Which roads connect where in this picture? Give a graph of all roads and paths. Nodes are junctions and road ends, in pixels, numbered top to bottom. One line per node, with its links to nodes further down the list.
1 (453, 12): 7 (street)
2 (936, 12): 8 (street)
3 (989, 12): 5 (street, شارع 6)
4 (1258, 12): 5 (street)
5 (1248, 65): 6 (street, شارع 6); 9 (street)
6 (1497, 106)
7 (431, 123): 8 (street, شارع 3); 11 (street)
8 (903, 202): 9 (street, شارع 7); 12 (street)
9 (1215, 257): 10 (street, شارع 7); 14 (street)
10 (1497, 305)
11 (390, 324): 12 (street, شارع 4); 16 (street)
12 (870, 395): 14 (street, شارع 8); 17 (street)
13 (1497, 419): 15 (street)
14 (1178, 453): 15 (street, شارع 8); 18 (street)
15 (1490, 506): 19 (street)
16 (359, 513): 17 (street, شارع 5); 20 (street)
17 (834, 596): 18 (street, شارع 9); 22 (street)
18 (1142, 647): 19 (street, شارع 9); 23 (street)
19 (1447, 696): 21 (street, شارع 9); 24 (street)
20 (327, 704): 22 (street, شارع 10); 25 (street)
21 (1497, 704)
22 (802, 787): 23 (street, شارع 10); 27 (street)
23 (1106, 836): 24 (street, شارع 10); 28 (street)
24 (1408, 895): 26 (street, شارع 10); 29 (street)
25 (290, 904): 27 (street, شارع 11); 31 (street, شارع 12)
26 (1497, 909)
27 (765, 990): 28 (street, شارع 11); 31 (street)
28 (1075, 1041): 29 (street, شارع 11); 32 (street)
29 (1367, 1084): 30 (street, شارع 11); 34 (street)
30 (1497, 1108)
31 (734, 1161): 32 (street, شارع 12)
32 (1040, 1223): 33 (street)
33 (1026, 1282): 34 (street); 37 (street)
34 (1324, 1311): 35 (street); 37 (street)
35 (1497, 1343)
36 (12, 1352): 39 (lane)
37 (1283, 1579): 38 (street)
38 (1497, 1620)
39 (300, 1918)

### Problem
Output the listing above word for word.

### Result for this task
Which roads connect where in this picture? Give a graph of all roads and paths. Nodes are junctions and road ends, in pixels, numbered top to bottom. One line per node, with its links to nodes further down the list.
1 (453, 12): 7 (street)
2 (936, 12): 8 (street)
3 (989, 12): 5 (street, شارع 6)
4 (1258, 12): 5 (street)
5 (1248, 65): 6 (street, شارع 6); 9 (street)
6 (1497, 106)
7 (431, 123): 8 (street, شارع 3); 11 (street)
8 (903, 202): 9 (street, شارع 7); 12 (street)
9 (1215, 257): 10 (street, شارع 7); 14 (street)
10 (1497, 305)
11 (390, 324): 12 (street, شارع 4); 16 (street)
12 (870, 395): 14 (street, شارع 8); 17 (street)
13 (1497, 419): 15 (street)
14 (1178, 453): 15 (street, شارع 8); 18 (street)
15 (1490, 506): 19 (street)
16 (359, 513): 17 (street, شارع 5); 20 (street)
17 (834, 596): 18 (street, شارع 9); 22 (street)
18 (1142, 647): 19 (street, شارع 9); 23 (street)
19 (1447, 696): 21 (street, شارع 9); 24 (street)
20 (327, 704): 22 (street, شارع 10); 25 (street)
21 (1497, 704)
22 (802, 787): 23 (street, شارع 10); 27 (street)
23 (1106, 836): 24 (street, شارع 10); 28 (street)
24 (1408, 895): 26 (street, شارع 10); 29 (street)
25 (290, 904): 27 (street, شارع 11); 31 (street, شارع 12)
26 (1497, 909)
27 (765, 990): 28 (street, شارع 11); 31 (street)
28 (1075, 1041): 29 (street, شارع 11); 32 (street)
29 (1367, 1084): 30 (street, شارع 11); 34 (street)
30 (1497, 1108)
31 (734, 1161): 32 (street, شارع 12)
32 (1040, 1223): 33 (street)
33 (1026, 1282): 34 (street); 37 (street)
34 (1324, 1311): 35 (street); 37 (street)
35 (1497, 1343)
36 (12, 1352): 39 (lane)
37 (1283, 1579): 38 (street)
38 (1497, 1620)
39 (300, 1918)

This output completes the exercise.